We approve, in its fullest extent, the doctrine, that in some
localities a business will be considered a nuisance, while it would
not be so in others. But wherever the mill or factory may be located,
whatever its surroundings, property owners of the vicinity have a
right to require that it shall be properly managed, conducted with
ordinary care and proper regard for the rights of others, and in such
a way as that no unnecessary inconvenience or annoyance shall be
caused them.
Id. at 295-96.
More recently, in addressing a nuisance claim based on an alleged
hazardous use of real property, this Court adopted a more modern
formulation of essentially the same concept. A public nuisance was
described as an activity “reasonably and naturally calculated to injure the
general public”:
Not every dangerous agency is a nuisance, and we believe it can be
said generally that an instrumentality maintained upon private
premises may only be said to be a nuisance upon the ground that it is
calculated to produce personal injuries when it is of such character,
and so maintained, that it is reasonably and naturally calculated to
injure the general public or strangers who may come upon the premises.

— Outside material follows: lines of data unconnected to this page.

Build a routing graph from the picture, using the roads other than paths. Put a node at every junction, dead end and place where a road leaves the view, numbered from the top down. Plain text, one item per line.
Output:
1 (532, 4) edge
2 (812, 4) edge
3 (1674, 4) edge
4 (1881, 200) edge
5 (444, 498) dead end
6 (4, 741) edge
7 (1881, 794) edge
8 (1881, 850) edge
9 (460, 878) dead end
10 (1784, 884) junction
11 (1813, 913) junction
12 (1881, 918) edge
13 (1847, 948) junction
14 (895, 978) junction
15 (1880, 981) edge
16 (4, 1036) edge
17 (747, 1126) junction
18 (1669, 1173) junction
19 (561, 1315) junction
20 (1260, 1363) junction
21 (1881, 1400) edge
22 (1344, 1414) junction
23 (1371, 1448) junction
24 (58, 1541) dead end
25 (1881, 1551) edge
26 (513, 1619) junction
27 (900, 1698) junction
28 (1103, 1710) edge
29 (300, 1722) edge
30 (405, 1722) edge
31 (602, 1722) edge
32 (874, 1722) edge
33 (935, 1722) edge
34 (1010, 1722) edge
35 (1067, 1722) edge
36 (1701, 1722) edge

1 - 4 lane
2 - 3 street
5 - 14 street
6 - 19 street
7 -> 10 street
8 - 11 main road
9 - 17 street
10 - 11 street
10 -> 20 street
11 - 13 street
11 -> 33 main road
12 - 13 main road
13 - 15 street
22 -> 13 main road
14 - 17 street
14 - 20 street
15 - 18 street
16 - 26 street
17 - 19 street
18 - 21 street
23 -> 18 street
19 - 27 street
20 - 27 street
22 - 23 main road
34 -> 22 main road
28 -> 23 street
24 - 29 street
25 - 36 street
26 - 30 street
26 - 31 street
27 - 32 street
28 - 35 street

Town of Kirklin v. Everman, 217 Ind. 683, 688, 28 N.E.2d 73, 75 (1940). In
addition, several Indiana Court of Appeals decisions, including that of the
Court of Appeals in this case, have adopted the Restatement’s formulation
of a nuisance as an “unreasonable” interference with common or public
rights.[5]
Despite the statute’s absolutist approach, all parties to this lawsuit
have couched their arguments in terms of the reasonableness of the
defendant’s conduct. Given this consistent interpretation of a statute
long on the books, we reaffirm that a nuisance claim is, as the Restatement
says, predicated on unreasonable interference with a public right.
“Reasonableness” in evaluating a nuisance claim appears to have been used
by Indiana courts in two related but facially different senses. Defining a
nuisance as conduct “reasonably calculated to injure” seems to focus on the
predictability of resulting injury. “Reasonable” conduct, on the other
hand, focuses on the activity claimed to constitute a nuisance. The
formulation of the Restatement seems consistent with the first view, by
looking to the resulting injury to the public as the test of “unreasonable”
interference. Comment (e) to the Restatement section 821B defines an
unreasonable interference: “the defendant is held liable for a public
nuisance if his interference with the public right was intentional or was
unintentional and otherwise actionable under the principles controlling
liability for negligent or reckless conduct or for abnormally dangerous
activities. . . . If the interference with the public right is
intentional, it must also be unreasonable.” Restatement (Second) of Torts
§ 821B cmt. e.
We think this boils down to the same question for the trier of fact
framed by Owen over a century ago: a nuisance is an activity that generates
injury or inconvenience to others that is both sufficiently grave and
sufficiently foreseeable that it renders it unreasonable to proceed at
least without compensation to those that are harmed. Whether it is
unreasonable turns on whether the activity, even if lawful, can be expected
to impose such costs or inconvenience on others that those costs should be
borne by the generator of the activity, or the activity must be stopped or
modified. W. Page Keeton, Prosser and Keeton on The Law of Torts § 88 at
629-30 (5th ed. 1984). And of course the same activity may constitute a
nuisance in some contexts, but be acceptable in others where its adverse
effects are not sufficient to require a remedy.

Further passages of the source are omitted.